WikipediaAsResearch

Twitter 2010-01 education active
Also known as: WikipediaWikipediaRabbitHoleWikipediaBrowsing

The Teacher vs. Wikipedia Wars

Since Wikipedia’s early days, teachers banned it as a source while students relied on it anyway. By the 2010s, the platform became so comprehensive and reliable that the prohibition seemed increasingly absurd.

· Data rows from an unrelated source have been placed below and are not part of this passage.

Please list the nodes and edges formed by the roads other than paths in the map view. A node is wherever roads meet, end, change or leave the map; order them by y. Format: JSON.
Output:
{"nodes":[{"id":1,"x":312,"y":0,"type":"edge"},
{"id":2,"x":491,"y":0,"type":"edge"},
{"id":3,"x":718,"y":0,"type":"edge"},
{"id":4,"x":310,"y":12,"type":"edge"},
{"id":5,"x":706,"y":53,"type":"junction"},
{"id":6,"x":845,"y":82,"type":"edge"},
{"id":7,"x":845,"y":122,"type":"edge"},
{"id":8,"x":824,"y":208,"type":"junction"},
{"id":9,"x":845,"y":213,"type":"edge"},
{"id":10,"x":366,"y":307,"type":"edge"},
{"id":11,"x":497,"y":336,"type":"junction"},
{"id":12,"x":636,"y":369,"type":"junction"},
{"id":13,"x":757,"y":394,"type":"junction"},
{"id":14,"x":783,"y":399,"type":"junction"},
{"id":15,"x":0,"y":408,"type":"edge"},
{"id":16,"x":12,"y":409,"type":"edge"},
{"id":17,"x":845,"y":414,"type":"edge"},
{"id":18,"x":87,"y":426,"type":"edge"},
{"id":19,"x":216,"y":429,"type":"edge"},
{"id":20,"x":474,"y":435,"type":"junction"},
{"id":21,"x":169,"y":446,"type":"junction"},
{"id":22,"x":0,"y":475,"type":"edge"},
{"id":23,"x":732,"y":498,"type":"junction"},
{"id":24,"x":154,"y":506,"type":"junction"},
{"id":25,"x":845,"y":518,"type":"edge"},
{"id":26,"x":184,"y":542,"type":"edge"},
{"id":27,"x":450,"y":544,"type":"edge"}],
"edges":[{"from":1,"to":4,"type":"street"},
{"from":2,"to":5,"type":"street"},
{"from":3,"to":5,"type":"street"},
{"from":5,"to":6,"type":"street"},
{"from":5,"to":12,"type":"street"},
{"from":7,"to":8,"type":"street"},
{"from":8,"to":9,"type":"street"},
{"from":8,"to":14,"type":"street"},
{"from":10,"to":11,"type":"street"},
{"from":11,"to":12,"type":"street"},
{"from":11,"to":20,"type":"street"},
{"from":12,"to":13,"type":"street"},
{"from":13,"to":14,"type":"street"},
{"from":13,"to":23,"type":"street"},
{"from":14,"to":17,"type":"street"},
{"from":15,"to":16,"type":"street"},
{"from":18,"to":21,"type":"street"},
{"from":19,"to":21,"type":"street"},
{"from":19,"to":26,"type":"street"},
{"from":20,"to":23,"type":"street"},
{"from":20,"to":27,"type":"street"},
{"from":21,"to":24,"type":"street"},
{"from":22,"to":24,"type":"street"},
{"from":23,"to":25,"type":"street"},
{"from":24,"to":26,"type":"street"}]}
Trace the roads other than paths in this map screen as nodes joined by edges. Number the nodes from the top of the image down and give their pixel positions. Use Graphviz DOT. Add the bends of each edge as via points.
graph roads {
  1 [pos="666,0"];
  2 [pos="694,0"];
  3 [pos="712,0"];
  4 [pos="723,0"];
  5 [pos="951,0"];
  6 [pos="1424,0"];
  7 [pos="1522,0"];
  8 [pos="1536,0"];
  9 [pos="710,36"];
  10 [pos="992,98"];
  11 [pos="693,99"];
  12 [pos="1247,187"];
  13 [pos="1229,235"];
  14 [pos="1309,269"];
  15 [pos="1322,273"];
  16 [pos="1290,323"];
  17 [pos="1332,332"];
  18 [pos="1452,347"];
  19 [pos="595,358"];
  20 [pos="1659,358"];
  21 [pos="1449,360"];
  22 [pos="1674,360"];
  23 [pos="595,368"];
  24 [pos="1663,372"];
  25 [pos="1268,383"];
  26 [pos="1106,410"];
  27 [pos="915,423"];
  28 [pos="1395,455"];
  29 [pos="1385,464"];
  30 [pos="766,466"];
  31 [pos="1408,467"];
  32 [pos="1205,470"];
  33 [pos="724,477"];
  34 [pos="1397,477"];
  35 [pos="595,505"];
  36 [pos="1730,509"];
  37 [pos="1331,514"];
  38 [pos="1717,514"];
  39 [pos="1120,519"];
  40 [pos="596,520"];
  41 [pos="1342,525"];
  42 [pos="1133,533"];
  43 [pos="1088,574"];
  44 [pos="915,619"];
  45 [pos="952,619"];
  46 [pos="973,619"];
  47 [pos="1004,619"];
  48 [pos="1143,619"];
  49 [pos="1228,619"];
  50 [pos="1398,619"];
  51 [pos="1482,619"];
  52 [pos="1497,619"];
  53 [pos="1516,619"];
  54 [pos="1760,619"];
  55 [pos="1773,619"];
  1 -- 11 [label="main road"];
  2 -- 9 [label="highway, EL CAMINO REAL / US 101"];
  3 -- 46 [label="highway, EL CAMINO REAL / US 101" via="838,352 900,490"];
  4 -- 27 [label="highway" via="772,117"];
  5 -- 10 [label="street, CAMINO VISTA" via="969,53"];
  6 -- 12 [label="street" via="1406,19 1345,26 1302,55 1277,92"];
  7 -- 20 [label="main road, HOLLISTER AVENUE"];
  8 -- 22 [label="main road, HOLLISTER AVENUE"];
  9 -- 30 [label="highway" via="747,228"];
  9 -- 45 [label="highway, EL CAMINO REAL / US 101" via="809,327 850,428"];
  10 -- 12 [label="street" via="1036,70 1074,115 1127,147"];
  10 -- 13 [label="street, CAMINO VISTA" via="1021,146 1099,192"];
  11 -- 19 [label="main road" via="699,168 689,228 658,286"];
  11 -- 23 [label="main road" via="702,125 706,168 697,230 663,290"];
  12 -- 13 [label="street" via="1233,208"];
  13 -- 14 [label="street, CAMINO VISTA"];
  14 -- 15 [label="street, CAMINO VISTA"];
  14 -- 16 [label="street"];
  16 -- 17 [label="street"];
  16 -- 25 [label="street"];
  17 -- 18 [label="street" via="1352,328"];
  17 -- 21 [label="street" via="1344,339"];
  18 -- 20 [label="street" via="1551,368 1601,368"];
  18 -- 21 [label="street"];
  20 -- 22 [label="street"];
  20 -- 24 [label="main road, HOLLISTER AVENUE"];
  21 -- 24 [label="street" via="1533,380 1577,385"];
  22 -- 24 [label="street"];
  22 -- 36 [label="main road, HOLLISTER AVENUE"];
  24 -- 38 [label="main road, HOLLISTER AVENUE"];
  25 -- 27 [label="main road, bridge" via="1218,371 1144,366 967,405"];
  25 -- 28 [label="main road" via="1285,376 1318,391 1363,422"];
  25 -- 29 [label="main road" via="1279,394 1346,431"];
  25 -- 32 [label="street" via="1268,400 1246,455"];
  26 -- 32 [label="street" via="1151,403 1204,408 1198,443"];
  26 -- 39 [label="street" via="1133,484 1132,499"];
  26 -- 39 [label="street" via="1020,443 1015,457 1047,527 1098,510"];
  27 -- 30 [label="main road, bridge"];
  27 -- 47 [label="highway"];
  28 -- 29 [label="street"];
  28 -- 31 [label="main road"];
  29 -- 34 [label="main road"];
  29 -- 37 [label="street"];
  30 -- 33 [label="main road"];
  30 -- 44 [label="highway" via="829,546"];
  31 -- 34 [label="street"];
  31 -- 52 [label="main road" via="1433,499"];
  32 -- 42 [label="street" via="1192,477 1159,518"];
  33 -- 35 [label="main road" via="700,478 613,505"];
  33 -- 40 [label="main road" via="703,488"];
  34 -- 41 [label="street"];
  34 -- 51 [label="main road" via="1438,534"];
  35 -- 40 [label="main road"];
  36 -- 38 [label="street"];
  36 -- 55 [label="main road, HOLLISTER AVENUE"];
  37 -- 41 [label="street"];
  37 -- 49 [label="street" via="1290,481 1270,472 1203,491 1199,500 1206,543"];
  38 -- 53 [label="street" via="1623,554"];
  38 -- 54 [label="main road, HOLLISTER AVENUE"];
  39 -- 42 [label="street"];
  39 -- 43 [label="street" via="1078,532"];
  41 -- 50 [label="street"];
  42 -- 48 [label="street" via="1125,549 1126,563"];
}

The “Don’t Use Wikipedia” Paradox

Teachers argued:

  • Anyone can edit (unreliable)
  • Not peer-reviewed (not scholarly)
  • Use primary sources instead

Students knew:

  • Wikipedia cited primary sources (use the citations!)
  • Faster starting point than academic databases
  • Often more current than textbooks
  • Vandalism corrected within minutes

The Research Reveals

Studies in the 2010s showed Wikipedia was:

  • As accurate as Britannica for science articles (Nature 2005, confirmed in follow-ups)
  • More current than academic sources
  • Transparent about disputes and gaps
  • Actually useful for initial orientation

Even academics admitted using Wikipedia — they just wouldn’t cite it.

The Pedagogical Shift

Progressive educators flipped the script:

  • Assign students to improve Wikipedia articles
  • Teach how to evaluate sources using Wikipedia’s citations
  • Use Wikipedia as starting point, not endpoint
  • Acknowledge it’s how research actually begins

The Rabbit Hole Phenomenon

“Wikipedia rabbit hole” became cultural shorthand:

  • Start reading about one topic
  • Click related links
  • Emerge 3 hours later having learned about entirely different subject
  • The joy of curiosity-driven learning

Cultural Impact

#WikipediaAsResearch documented the gap between official academic standards and actual research practices. The hashtag revealed how institutions clung to outdated hierarchies of knowledge while students (and professors) pragmatically used the best available tool.